§ Aim of the exercise: Which lines below hold the word "Chilvers"? Report each one.

● ● ● ● ● ● ●

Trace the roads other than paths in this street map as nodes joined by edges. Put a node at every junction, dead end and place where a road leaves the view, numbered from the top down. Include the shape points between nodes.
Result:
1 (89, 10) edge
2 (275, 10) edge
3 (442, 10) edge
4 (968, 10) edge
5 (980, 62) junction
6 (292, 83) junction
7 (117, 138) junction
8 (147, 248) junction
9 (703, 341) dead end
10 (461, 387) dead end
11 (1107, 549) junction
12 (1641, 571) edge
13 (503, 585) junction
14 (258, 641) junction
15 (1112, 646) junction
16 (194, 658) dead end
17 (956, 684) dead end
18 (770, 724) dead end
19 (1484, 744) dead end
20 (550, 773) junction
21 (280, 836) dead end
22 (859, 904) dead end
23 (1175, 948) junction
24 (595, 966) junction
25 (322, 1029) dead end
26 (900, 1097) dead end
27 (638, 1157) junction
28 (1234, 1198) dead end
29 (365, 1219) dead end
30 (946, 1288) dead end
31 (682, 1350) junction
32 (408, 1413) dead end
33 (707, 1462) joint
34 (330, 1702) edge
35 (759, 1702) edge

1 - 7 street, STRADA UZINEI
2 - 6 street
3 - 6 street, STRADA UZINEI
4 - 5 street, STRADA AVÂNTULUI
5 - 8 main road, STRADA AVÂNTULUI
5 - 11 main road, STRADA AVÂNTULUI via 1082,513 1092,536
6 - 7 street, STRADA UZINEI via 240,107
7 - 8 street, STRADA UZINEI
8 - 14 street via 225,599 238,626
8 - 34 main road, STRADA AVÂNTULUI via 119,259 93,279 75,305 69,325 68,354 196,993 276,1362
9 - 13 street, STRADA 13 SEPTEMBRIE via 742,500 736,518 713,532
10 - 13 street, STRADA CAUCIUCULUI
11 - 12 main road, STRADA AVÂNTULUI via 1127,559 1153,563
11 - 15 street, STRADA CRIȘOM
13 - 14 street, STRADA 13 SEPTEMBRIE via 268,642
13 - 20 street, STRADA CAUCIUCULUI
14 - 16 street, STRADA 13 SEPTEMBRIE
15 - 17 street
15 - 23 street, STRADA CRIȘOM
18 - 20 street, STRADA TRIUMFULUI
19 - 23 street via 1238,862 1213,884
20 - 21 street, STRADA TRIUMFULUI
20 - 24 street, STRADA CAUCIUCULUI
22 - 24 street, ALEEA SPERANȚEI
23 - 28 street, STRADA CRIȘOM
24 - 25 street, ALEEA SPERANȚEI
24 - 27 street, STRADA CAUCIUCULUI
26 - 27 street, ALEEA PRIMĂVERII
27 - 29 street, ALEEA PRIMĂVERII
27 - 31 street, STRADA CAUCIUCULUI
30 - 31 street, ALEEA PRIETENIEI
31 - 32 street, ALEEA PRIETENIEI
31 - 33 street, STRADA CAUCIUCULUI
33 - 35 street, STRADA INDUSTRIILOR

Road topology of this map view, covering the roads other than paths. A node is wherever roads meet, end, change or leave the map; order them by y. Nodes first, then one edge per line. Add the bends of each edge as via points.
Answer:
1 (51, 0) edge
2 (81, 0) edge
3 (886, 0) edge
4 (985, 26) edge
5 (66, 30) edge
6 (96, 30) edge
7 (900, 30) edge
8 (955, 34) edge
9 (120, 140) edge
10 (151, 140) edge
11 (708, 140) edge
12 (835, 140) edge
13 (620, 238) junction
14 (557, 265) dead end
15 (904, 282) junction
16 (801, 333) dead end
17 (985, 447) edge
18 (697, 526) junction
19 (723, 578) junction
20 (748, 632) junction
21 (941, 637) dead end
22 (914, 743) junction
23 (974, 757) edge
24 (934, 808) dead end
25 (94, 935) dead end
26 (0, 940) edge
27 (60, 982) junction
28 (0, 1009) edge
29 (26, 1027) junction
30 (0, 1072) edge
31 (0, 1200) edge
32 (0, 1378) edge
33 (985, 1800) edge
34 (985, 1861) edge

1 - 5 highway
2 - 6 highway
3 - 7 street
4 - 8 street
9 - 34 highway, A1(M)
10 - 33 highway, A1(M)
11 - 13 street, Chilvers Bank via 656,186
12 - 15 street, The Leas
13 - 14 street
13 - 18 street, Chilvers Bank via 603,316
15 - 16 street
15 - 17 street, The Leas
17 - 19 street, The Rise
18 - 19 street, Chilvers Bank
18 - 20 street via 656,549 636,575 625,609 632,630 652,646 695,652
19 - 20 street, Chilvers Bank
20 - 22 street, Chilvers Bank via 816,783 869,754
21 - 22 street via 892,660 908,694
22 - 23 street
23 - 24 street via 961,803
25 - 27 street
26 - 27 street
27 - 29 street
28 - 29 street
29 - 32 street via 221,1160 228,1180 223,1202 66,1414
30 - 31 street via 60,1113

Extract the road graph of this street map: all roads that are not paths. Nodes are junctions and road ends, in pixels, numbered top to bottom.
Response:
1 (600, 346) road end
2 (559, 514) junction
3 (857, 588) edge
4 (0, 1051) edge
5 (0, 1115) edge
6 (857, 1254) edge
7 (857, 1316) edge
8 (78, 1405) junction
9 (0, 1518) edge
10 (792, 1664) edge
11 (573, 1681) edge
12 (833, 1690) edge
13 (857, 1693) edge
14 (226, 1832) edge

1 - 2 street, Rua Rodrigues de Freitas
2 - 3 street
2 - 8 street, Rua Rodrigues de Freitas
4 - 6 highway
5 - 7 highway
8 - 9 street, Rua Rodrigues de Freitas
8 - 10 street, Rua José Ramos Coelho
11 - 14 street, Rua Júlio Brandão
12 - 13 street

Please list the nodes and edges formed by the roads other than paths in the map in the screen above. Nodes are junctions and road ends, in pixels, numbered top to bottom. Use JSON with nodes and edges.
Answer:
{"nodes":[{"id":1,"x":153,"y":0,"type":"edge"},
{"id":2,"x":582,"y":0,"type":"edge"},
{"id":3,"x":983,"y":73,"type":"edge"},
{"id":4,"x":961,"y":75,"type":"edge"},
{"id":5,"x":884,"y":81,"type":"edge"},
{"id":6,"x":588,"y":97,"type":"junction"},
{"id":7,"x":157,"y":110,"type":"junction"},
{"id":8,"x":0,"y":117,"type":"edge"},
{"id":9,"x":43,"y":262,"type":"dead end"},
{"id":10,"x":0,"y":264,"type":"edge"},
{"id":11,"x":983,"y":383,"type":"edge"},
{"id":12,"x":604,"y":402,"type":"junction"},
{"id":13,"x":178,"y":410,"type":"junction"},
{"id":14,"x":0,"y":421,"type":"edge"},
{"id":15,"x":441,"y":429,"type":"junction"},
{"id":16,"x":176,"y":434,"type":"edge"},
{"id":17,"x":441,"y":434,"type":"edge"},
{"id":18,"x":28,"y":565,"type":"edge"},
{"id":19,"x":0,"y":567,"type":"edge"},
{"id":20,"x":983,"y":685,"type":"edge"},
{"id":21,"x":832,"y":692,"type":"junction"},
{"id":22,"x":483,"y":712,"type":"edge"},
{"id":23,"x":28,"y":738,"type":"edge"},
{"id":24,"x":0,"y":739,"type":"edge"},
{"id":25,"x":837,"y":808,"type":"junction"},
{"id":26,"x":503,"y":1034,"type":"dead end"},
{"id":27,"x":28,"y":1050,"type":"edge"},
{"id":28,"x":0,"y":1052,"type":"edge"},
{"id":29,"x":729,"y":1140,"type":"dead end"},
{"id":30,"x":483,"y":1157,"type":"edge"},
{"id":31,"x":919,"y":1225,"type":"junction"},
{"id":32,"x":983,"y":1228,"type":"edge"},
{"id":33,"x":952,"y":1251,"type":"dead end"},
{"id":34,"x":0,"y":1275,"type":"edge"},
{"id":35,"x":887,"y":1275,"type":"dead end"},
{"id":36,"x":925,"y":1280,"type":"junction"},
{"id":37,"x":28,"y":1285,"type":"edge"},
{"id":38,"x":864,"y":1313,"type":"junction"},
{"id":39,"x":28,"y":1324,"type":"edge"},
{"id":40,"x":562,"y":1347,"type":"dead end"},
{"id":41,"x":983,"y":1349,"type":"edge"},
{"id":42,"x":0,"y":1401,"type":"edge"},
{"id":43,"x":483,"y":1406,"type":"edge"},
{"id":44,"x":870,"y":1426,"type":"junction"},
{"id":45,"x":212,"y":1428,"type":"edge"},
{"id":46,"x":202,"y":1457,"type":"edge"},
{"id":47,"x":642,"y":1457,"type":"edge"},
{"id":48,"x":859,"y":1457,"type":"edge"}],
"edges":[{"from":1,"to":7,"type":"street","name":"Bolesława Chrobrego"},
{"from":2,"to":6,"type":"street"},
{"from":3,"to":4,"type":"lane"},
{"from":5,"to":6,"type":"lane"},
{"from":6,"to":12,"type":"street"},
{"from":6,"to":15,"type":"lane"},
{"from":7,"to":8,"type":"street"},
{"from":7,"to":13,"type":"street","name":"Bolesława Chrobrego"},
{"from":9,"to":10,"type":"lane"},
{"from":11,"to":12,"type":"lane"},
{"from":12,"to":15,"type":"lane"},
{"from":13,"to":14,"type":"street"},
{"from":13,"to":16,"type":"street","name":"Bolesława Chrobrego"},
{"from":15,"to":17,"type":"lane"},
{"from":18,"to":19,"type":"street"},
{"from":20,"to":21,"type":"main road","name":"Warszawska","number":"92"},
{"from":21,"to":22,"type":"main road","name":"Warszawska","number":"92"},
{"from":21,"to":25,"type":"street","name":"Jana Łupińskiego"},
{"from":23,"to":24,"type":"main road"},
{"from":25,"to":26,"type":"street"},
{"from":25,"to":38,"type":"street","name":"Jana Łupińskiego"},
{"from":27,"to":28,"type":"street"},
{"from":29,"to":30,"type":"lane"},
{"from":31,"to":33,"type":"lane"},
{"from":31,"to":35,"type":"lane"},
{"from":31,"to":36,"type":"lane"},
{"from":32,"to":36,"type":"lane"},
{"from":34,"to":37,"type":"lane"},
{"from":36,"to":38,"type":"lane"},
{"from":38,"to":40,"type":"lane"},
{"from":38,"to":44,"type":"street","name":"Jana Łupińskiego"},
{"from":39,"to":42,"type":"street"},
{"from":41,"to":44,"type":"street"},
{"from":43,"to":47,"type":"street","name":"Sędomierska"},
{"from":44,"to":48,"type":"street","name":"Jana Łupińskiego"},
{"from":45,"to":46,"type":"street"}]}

● ● ● ● ● ● ●

§ Answer to the problem:
11 - 13 street, Chilvers Bank via 656,186
13 - 18 street, Chilvers Bank via 603,316
18 - 19 street, Chilvers Bank
19 - 20 street, Chilvers Bank
20 - 22 street, Chilvers Bank via 816,783 869,754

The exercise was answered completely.